== Work request ==
Identify each line below containing the string "Damoiseau" and copy it.

(Exercise inputs begins)

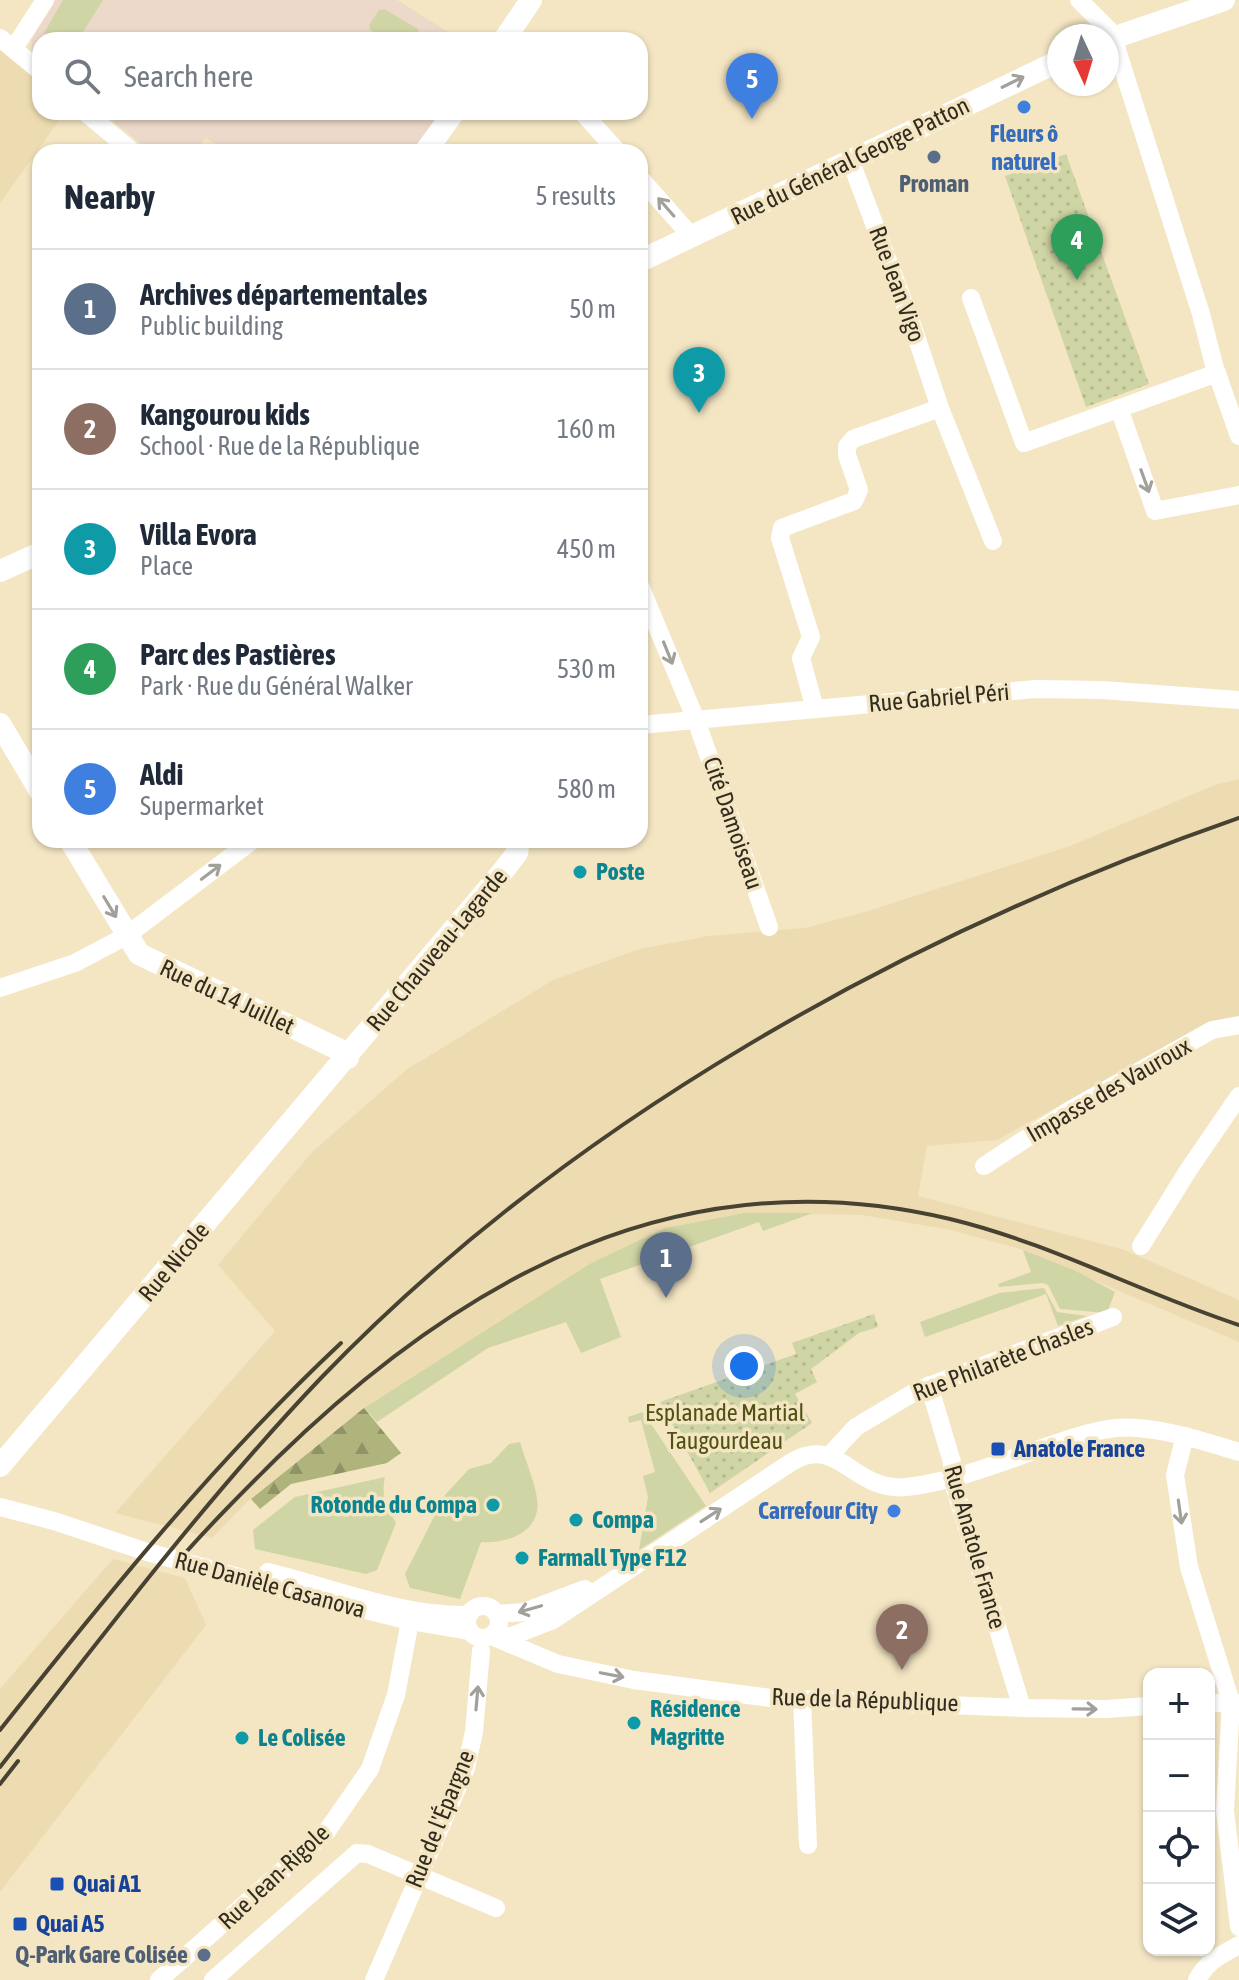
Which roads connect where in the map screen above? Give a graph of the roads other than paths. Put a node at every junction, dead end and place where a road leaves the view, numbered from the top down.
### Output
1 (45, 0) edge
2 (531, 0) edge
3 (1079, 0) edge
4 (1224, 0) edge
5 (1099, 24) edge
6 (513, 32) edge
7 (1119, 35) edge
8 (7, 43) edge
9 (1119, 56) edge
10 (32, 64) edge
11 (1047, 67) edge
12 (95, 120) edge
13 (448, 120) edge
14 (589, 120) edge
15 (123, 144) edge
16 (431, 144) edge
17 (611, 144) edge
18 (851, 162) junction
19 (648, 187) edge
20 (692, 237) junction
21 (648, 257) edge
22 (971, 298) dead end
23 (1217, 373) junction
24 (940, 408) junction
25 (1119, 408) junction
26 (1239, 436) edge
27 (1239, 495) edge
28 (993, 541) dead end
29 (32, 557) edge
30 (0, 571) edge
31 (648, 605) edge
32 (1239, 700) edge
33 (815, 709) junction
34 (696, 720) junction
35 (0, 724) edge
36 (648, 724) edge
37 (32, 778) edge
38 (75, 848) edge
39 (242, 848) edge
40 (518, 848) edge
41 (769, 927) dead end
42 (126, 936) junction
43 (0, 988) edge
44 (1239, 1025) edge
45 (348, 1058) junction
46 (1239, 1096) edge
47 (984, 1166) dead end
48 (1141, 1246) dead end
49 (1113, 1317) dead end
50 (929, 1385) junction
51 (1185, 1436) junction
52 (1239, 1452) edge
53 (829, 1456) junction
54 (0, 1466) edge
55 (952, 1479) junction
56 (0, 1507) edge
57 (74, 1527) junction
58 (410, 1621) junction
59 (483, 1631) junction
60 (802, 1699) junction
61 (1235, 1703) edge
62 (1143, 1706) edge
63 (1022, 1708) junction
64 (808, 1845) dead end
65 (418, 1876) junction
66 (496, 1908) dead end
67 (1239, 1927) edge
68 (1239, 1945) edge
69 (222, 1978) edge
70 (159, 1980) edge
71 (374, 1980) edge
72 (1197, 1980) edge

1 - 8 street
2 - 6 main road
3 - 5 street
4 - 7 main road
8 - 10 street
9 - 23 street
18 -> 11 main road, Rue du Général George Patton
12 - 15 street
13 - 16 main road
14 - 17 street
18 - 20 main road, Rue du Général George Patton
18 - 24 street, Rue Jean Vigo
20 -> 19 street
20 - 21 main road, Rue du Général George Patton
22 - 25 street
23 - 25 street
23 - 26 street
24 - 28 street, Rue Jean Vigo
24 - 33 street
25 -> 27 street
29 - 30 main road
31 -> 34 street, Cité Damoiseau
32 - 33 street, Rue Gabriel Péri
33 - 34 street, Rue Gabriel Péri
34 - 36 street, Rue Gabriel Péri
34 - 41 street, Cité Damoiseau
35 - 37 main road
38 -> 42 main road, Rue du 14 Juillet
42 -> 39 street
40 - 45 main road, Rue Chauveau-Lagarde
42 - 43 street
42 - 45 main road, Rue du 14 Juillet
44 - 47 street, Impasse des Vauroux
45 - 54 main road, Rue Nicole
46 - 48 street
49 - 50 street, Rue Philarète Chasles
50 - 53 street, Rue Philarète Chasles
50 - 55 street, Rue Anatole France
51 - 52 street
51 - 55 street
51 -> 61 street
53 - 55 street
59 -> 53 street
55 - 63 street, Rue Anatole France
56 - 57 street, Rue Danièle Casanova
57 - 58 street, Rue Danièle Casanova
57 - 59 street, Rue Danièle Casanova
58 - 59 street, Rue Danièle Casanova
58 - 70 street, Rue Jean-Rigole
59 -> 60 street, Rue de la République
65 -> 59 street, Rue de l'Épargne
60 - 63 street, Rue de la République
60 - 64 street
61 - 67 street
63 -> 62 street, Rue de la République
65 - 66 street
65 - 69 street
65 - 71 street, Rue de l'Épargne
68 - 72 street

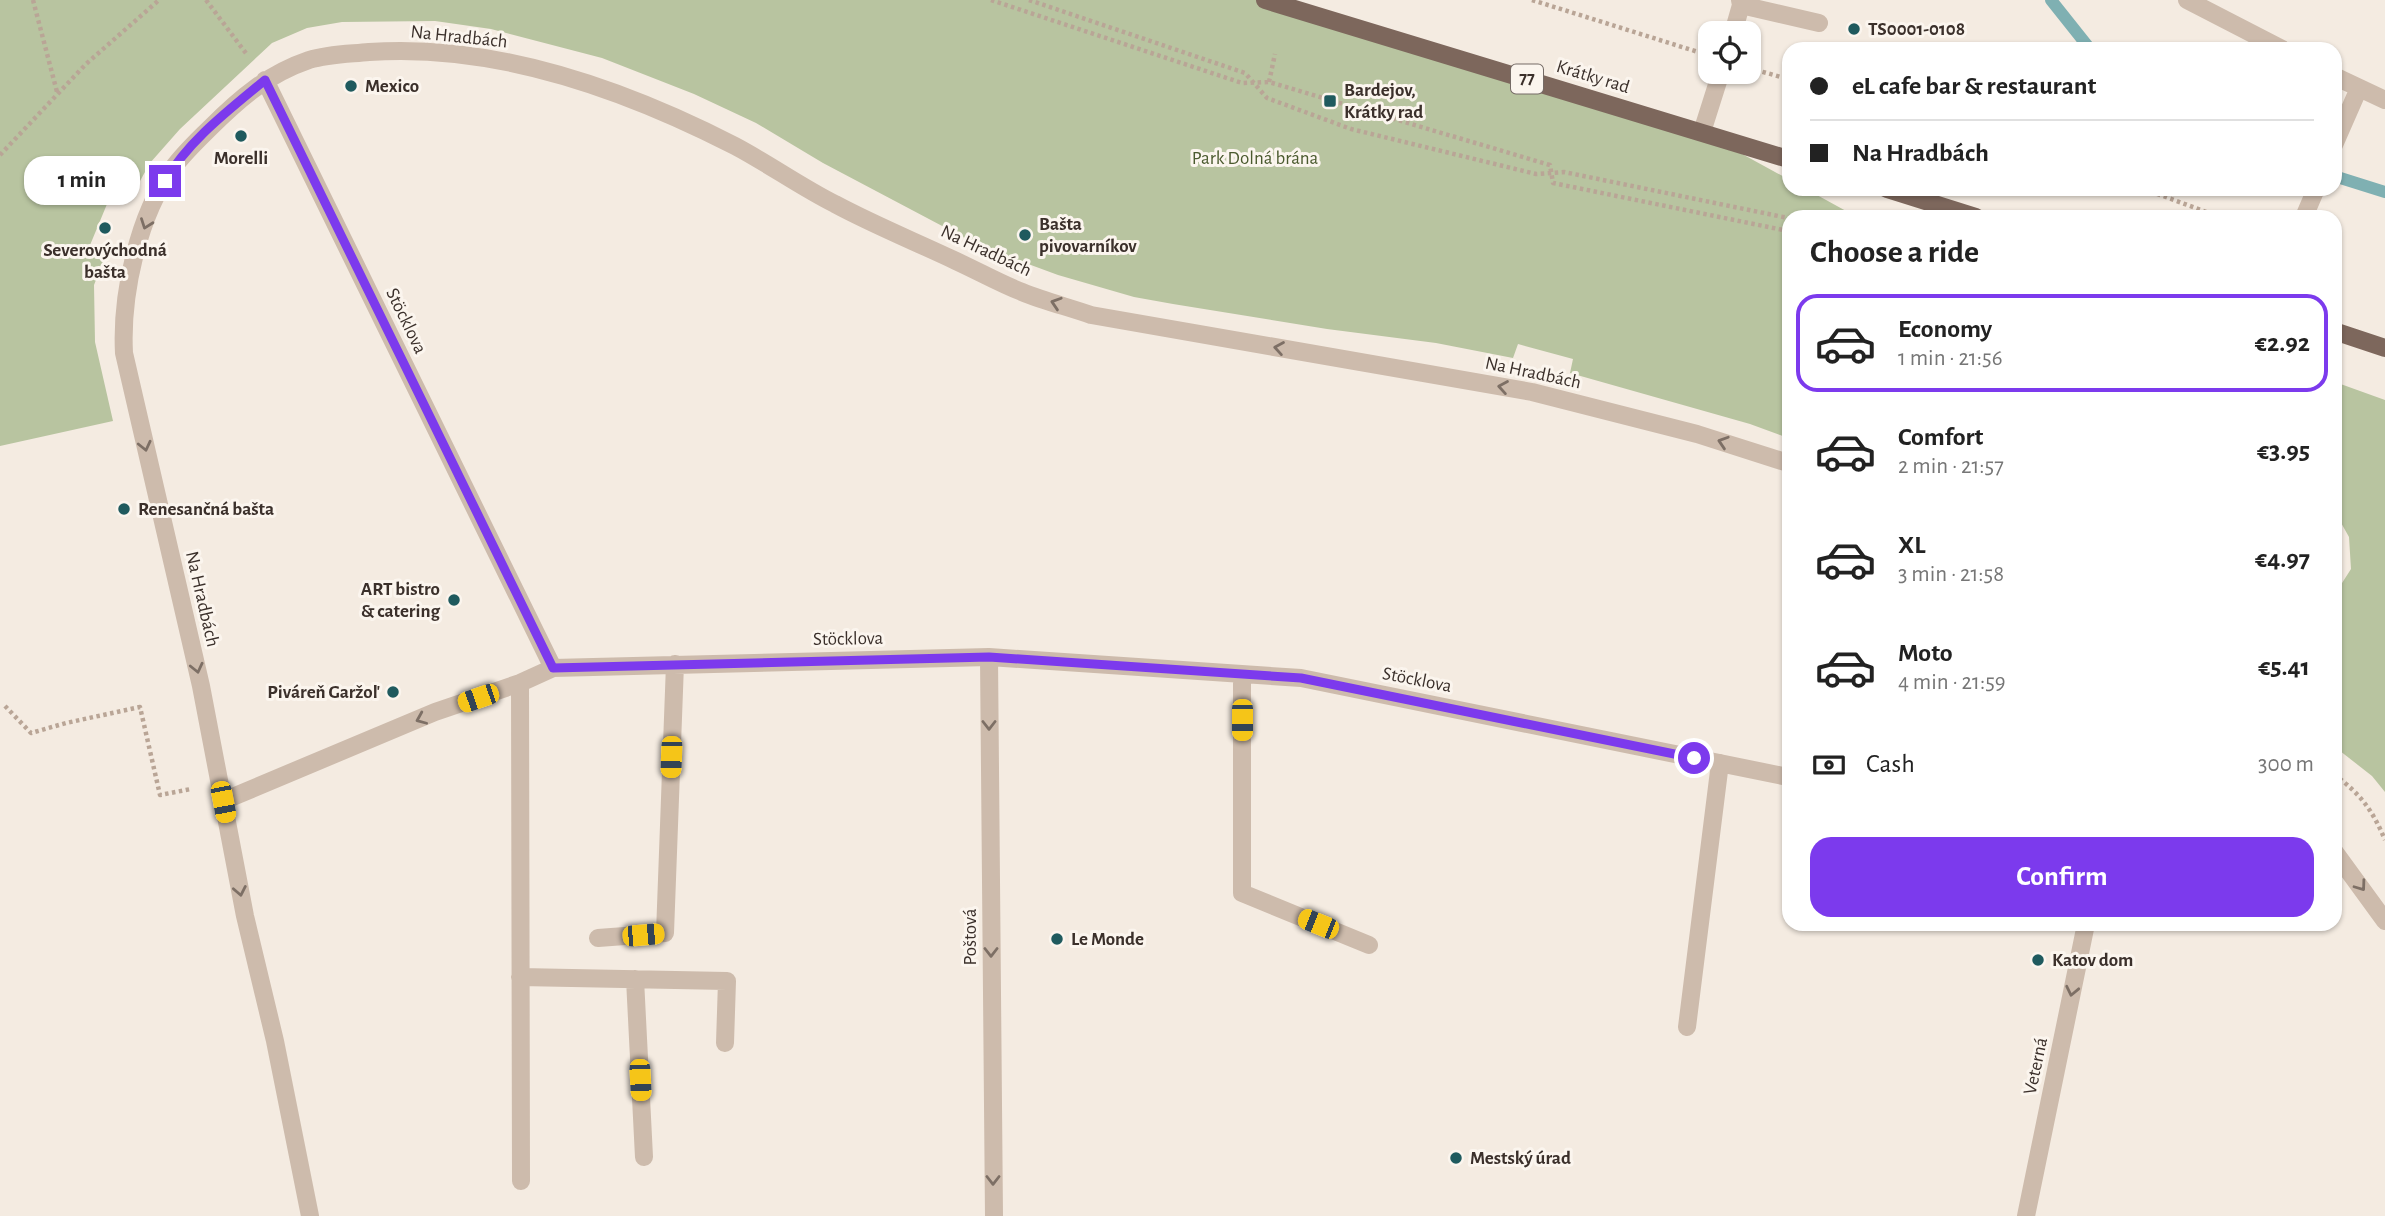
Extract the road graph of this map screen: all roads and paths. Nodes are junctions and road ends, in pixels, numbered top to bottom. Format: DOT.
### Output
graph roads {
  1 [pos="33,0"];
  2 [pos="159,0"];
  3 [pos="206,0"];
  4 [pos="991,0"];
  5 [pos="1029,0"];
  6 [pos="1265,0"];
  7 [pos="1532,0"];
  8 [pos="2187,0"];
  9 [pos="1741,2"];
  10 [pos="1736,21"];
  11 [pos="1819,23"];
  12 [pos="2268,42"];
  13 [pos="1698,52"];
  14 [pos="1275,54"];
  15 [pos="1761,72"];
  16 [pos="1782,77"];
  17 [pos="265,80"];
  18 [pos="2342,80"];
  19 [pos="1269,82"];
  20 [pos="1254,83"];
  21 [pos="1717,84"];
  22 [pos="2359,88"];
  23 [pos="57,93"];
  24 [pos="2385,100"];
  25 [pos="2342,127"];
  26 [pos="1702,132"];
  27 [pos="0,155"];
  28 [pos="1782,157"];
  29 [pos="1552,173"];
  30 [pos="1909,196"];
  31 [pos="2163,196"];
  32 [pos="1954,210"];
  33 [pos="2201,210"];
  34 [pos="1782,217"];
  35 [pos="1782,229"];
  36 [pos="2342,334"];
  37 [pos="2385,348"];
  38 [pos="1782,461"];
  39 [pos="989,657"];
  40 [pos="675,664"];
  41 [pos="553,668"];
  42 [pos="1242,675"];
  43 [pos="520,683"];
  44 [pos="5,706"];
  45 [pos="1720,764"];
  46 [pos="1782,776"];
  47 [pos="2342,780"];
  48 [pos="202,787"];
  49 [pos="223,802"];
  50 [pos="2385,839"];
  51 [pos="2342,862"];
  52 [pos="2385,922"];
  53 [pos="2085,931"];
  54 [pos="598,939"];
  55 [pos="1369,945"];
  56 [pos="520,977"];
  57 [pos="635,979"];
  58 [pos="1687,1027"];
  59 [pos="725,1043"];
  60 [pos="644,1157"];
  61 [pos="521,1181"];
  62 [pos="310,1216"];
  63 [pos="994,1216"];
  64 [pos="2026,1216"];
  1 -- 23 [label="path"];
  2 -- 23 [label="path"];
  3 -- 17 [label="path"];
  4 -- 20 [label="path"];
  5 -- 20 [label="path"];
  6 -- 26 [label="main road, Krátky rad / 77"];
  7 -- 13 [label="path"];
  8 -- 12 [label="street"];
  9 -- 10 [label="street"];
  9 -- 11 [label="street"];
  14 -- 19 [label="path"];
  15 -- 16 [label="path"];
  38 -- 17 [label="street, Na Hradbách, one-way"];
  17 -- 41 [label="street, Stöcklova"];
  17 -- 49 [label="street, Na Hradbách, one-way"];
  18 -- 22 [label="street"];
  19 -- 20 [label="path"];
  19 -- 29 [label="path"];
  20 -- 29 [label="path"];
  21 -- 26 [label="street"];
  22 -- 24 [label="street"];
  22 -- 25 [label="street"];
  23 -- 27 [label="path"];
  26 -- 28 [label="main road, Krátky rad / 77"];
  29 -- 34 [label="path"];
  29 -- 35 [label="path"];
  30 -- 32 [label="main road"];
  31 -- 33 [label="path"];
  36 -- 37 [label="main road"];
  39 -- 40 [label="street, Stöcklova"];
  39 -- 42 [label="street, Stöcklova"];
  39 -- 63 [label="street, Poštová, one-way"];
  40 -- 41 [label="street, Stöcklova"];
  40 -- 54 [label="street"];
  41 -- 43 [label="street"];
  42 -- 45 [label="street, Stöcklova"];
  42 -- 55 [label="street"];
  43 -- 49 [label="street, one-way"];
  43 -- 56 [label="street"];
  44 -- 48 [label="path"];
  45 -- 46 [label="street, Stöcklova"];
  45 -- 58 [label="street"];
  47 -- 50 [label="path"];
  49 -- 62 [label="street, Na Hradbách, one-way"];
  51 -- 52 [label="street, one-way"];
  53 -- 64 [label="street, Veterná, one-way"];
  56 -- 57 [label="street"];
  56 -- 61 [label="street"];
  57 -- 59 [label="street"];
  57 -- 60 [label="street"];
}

(Exercise inputs ends)

== Expected answer ==
31 -> 34 street, Cité Damoiseau
34 - 41 street, Cité Damoiseau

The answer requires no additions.